Given the records below, pull every line with the word "pinky" into the answer.

**Input for this task:**
....................

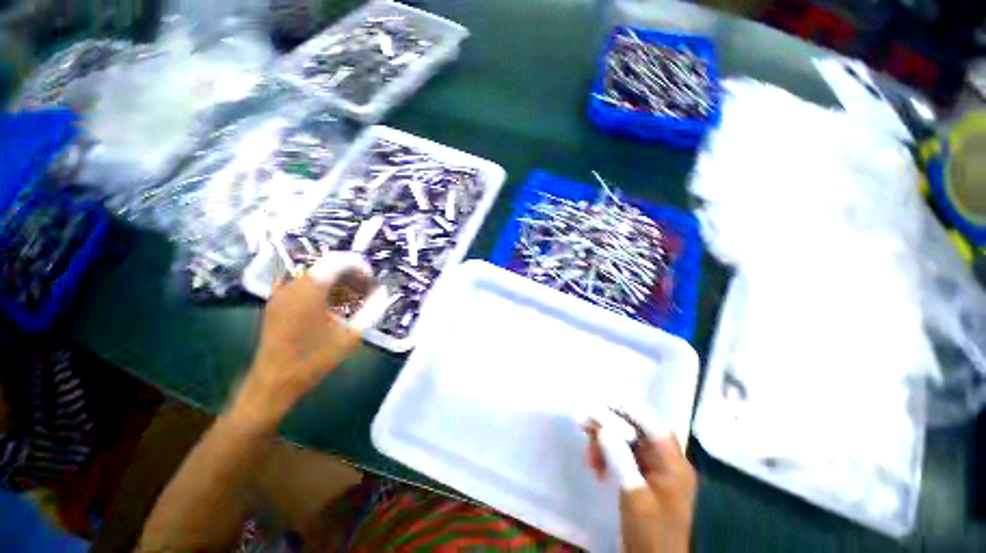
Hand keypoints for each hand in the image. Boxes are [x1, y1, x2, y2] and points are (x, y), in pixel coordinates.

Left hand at [233, 253, 385, 429]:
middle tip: (364, 290)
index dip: (358, 265)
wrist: (274, 382)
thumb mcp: (350, 336)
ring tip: (351, 298)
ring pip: (315, 275)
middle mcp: (292, 286)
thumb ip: (370, 311)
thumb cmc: (314, 360)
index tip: (371, 278)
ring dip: (336, 282)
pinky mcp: (277, 303)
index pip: (337, 262)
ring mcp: (281, 294)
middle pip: (326, 266)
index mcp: (310, 291)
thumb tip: (383, 293)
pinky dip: (321, 289)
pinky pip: (303, 285)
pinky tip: (331, 305)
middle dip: (349, 275)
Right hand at [587, 404, 696, 552]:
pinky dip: (607, 455)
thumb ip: (620, 457)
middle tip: (585, 426)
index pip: (650, 423)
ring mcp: (655, 468)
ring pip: (626, 440)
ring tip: (589, 457)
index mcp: (673, 463)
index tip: (599, 400)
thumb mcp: (634, 496)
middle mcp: (666, 460)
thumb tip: (602, 426)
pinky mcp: (643, 476)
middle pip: (636, 428)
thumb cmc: (650, 533)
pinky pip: (623, 454)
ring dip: (605, 442)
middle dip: (609, 426)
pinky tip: (596, 466)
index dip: (626, 407)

....................

**Solution to this exercise:**
pinky mcp: (277, 303)
pinky dip: (321, 289)
pinky pip: (303, 285)
pinky tip: (331, 305)
pinky dip: (607, 455)
pinky mcp: (643, 476)
pinky pip: (623, 454)
pinky tip: (596, 466)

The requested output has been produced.